--- Data ---

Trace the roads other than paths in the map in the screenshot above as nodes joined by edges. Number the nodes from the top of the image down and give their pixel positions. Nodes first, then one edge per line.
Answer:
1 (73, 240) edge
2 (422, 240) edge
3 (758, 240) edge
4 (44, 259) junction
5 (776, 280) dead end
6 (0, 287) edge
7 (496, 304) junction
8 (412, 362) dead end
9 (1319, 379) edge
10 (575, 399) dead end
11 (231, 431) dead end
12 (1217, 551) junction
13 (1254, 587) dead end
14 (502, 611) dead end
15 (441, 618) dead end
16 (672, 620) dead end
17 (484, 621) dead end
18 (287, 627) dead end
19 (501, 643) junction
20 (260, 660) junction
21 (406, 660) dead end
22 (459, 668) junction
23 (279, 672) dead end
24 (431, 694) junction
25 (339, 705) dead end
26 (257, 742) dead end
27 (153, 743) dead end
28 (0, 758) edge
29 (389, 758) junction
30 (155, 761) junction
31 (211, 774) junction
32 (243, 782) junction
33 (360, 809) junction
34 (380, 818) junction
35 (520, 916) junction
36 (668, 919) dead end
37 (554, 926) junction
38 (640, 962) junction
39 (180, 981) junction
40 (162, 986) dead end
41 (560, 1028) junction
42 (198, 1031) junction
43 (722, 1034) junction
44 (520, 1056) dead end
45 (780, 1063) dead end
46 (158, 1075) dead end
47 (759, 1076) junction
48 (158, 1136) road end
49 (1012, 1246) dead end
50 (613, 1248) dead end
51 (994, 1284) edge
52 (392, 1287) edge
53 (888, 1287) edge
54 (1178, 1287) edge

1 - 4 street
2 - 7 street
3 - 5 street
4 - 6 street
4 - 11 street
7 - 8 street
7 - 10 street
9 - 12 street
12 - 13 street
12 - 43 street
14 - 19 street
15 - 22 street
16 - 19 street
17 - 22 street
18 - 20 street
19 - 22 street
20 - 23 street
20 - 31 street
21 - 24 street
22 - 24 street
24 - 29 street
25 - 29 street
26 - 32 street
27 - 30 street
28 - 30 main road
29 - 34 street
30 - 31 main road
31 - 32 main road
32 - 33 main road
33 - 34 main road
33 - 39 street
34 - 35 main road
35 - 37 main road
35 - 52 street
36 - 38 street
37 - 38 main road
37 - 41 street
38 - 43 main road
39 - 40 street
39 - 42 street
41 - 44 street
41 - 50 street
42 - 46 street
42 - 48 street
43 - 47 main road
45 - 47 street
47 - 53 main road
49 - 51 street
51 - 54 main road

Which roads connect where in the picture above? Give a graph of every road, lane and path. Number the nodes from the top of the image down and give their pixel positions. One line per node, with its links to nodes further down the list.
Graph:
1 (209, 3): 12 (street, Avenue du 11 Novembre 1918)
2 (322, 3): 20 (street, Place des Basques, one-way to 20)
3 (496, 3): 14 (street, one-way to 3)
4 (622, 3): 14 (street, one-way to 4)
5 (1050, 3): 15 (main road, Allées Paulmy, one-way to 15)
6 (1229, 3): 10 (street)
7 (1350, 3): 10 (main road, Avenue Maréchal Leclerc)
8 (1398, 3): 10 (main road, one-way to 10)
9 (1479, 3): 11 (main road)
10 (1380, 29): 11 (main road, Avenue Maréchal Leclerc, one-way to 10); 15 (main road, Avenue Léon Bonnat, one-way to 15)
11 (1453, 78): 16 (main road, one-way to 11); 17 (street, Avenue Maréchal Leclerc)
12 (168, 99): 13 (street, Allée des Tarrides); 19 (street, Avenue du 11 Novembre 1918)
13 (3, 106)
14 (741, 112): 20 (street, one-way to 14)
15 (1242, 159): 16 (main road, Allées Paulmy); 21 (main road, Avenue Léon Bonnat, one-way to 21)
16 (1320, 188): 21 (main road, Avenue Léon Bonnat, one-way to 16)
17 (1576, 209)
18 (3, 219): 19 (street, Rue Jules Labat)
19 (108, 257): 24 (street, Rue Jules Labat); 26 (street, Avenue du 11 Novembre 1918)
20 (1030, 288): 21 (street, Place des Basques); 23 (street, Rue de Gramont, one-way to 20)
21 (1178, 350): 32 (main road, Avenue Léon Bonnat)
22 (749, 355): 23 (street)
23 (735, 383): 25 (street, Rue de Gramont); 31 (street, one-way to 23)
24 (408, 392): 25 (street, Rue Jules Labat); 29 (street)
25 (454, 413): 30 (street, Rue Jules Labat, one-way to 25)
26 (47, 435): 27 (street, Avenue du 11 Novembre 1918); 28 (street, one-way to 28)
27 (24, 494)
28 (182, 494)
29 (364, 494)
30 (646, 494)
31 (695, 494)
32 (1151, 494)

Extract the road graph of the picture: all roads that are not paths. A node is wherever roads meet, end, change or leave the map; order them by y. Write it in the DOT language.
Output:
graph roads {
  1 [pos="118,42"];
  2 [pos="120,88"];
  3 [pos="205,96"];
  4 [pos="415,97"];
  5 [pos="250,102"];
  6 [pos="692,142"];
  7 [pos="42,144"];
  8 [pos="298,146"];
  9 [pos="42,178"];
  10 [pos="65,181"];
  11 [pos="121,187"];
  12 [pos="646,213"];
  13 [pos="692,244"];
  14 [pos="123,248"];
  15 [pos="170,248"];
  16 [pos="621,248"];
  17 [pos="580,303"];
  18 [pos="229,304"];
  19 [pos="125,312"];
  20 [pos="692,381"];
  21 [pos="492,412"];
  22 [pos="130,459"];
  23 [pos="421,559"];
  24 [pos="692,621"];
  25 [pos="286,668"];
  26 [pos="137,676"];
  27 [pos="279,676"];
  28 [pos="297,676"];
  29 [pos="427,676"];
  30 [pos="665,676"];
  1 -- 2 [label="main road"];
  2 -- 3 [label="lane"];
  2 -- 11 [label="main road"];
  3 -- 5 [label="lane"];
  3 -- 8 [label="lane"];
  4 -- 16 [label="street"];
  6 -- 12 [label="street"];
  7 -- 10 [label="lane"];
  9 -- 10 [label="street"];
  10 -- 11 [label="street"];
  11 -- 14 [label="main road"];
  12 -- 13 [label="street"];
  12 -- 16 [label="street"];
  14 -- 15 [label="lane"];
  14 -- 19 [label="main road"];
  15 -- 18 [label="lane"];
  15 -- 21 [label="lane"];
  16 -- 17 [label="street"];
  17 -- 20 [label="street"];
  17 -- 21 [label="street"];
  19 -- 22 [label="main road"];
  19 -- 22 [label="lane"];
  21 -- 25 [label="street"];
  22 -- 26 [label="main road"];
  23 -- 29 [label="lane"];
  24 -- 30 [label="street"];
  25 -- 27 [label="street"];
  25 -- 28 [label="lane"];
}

---

## Assignment
The number of lines in the records that include "roads" is what is needed, with no other words.

## Reply to the exercise
4